Institute for Quantum Optics and Quantum Information
- IQOQI Logo

Agency overview
- Formed: 2003
- Jurisdiction: Austria
- Headquarters: Innsbruck, Austria Vienna, Austria; 48°13′17″N 16°21′23″E﻿ / ﻿48.22130°N 16.35647°E;
- Agency executives: Gerhard Kirchmair, Managing Director, IQOQI Innsbruck; Markus Aspelmeyer, Executive Director, IQOQI Vienna; Birgit Weihs-Dopfer, Head of Administration, IQOQI Innsbruck; Isabel Grießhammer, Head of Administration, IQOQI Vienna;
- Parent agency: Austrian Academy of Sciences
- Website: IQOQI Innsbruck IQOQI Vienna

= Institute for Quantum Optics and Quantum Information =

Member institute of the Austrian Academy of Sciences

The Institute for Quantum Optics and Quantum Information (IQOQI; Institut für Quantenoptik und Quanteninformation) is a member institute of the Austrian Academy of Sciences and was founded in November 2003, to create an Austrian research center for the newly developing fields of theoretical and experimental quantum optics and quantum information.

It has two independent sites -- Innsbruck and Vienna -- with around 80 employees each. The institute is dedicated to fundamental research in quantum optics, quantum information, quantum foundations, and quantum communication, both theoretical and experimental.

The Innsbruck site has eight research teams led by Hannes Bernien, Rainer Blatt, Francesca Ferlaino, Rudolf Grimm, Klemens Hammerer, Gerhard Kirchmair, Hannes Pichler and Peter Zoller. The Vienna site has seven teams, led by Markus Aspelmeyer, Časlav Brukner, Marcus Huber, Markus Müller, Miguel Navascues, Rupert Ursin, and Anton Zeilinger, as well as the recently established YIRGs (Young Independent Researcher Groups), led by Ämin Baumeler, Costantino Budroni, and Yelena Guryanova.

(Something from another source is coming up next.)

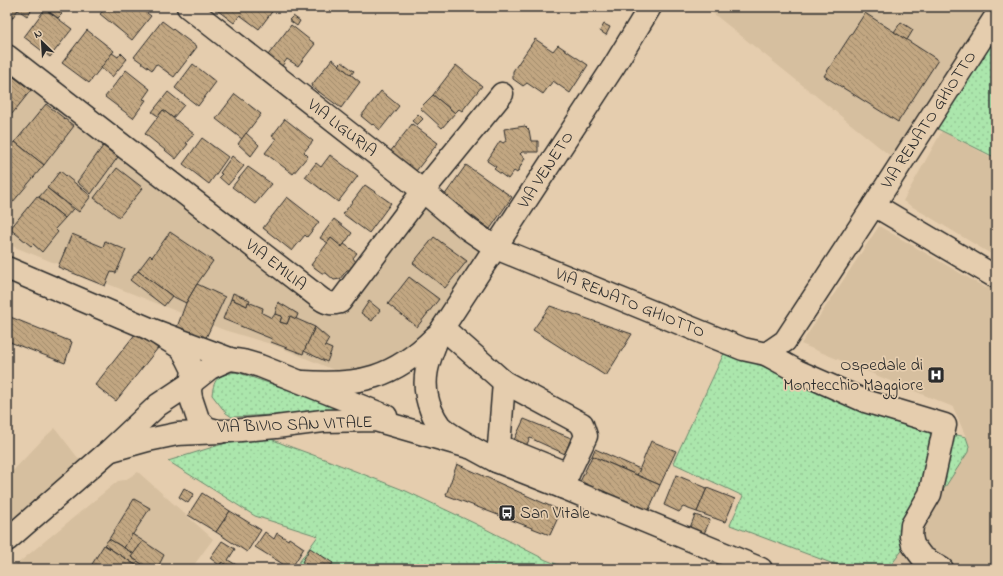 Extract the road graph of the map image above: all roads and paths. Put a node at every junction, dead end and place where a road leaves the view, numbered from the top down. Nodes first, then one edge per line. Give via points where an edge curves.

The two sites are independent research centers with strong links to the University of Innsbruck and the University of Vienna. Thereby a close exchange of students and postdocs is established, and the members of the institute can be integrated into teaching at the universities.

== IQOQI-Innsbruck ==
The main research areas of IQOQI-Innsbruck include quantum computation with trapped ions and neutral atoms trapped in optical tweezers, quantum gases of strongly magnetic atoms, complex quantum many-body behavior, superconducting quantum circuits, many-body quantum optics, quantum nanophysics and quantum information processing.

IQOQI-Innsbruck is located at the Campus Technik of the University of Innsbruck in the western part of Innsbruck.

== IQOQI-Vienna ==
The main research achievements of IQOQI-Vienna include the up-to-now longest quantum teleportation (over 144 km), the highest photon angular momentum states that are entangled, the coldest temperature of a nano-mechanical resonator and the first proposal for testing general relativistic time dilation in a quantum experiment. IQOQI-Vienna is a member of the Vienna Center for Quantum Science and Technology (VCQ).

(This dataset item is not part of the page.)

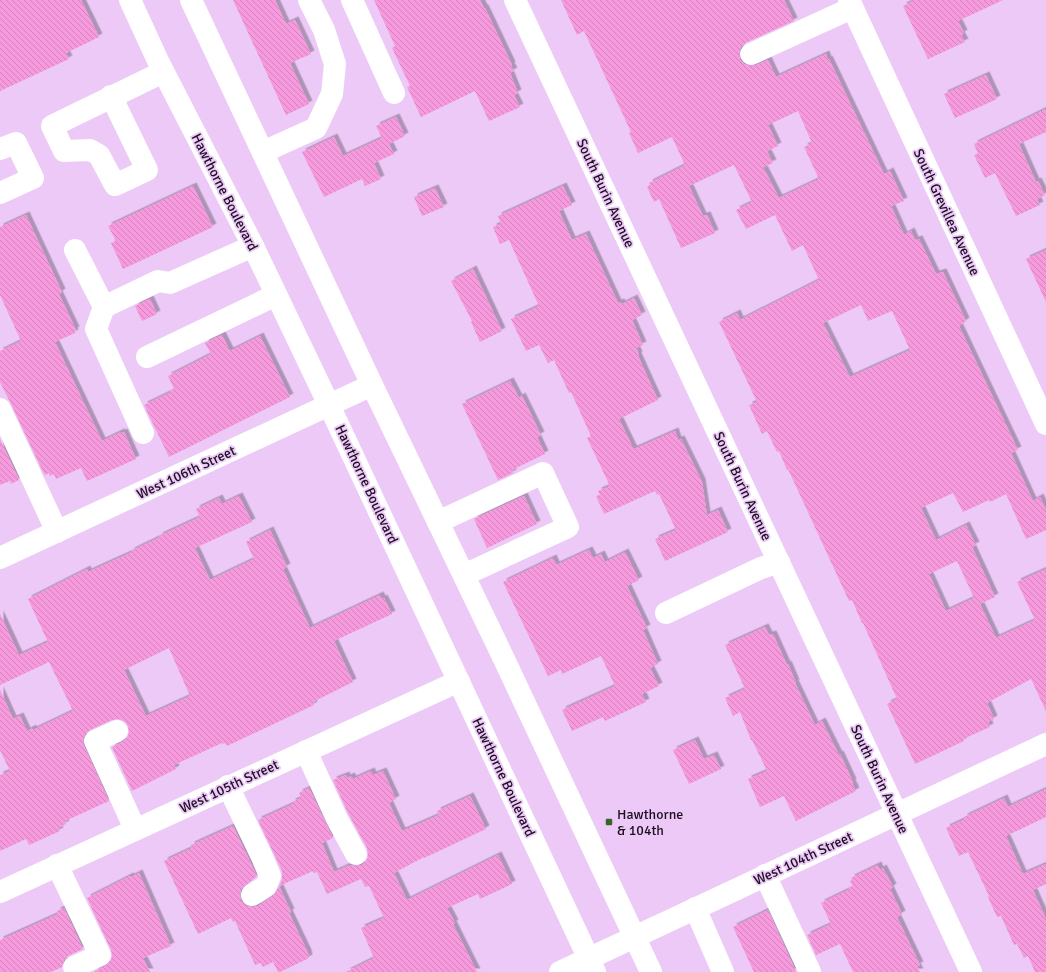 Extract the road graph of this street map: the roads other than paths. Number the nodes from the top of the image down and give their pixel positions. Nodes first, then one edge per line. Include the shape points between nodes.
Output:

IQOQI-Vienna is located in a historical building at Boltzmanngasse 3. In May 2015, the European Physical Society has designated the building as an EPS Historic Site, among the sites that are significant to physics and its history. The building was previously the location of the Institute for Radium Research, now Stefan-Meyer-Institute for Subatomic Physics, initiated by Karl Kupelwieser and opened by Archduke Rainer of Austria.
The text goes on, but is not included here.